We are a team of bioinformaticians, software developers and genomic data scientists primarily responsible for the informatics and large scale sequencing projects for the Durbin and Adams groups.
We have played lead or key roles in the data processing and analysis of large scale sequencing projects such as 1000 Genomes, Mouse Genomes Project, UK10K, HipSci, and Haplotype Reference Consortium among others.
Recently, in collaboration with the Durbin and GRIT groups at the Sanger Institute, along with a number of external partners, we have joined the Vertebrate Genomes Project and Genome 10K to begin producing genome assemblies for hundreds to thousands of species, using cutting edge long-read sequencing technologies like PacBio, Oxford Nanopore and 10x alongside Illumina.

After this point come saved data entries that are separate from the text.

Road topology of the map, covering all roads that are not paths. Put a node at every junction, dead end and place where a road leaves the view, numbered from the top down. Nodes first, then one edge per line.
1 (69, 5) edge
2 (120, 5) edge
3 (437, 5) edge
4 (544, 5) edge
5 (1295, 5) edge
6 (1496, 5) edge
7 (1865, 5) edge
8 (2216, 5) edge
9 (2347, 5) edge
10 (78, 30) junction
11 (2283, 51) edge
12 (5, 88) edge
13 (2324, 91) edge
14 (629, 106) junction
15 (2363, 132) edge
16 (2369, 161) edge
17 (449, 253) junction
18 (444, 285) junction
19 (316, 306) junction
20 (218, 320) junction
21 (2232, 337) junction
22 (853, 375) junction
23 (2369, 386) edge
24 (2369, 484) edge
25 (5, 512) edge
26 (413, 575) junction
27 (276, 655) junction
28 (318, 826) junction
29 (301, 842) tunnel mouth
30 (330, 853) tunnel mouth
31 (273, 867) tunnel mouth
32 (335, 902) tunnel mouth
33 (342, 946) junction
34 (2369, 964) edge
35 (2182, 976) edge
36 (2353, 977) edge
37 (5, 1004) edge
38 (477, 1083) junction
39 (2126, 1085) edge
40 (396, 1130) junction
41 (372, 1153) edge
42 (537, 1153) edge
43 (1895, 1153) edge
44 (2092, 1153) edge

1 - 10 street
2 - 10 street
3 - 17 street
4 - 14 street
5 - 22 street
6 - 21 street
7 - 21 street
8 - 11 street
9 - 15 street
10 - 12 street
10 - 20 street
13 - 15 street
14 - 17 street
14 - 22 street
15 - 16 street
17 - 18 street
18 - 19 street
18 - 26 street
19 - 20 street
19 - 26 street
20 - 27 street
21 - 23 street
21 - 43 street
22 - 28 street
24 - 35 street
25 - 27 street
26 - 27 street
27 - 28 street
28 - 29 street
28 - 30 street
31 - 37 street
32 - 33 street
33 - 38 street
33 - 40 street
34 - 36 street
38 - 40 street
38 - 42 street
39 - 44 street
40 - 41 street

We develop tools and software to manage our data management and analysis needs at scale.
BCFtools is a set of tools for variant calling and manipulating variant data stored in VCF and BCF files. We also contribute to the development of HTSlib and SAMtools.

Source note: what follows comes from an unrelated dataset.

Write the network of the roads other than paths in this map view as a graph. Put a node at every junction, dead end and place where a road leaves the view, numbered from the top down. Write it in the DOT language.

We develop pipelines and pipeline management systems to track and process our data. The 1000 Genomes and UK10K projects were made possible using the VRPipe and vr-runner systems. With the Sanger Institute recently moving to a cloud oriented compute infrastructure we are developing a new workflow runner (wr) system.
As part of our work with the Haplotype Reference Consortium, we have developed a free genotype imputation and phasing service, the Sanger Imputation Service.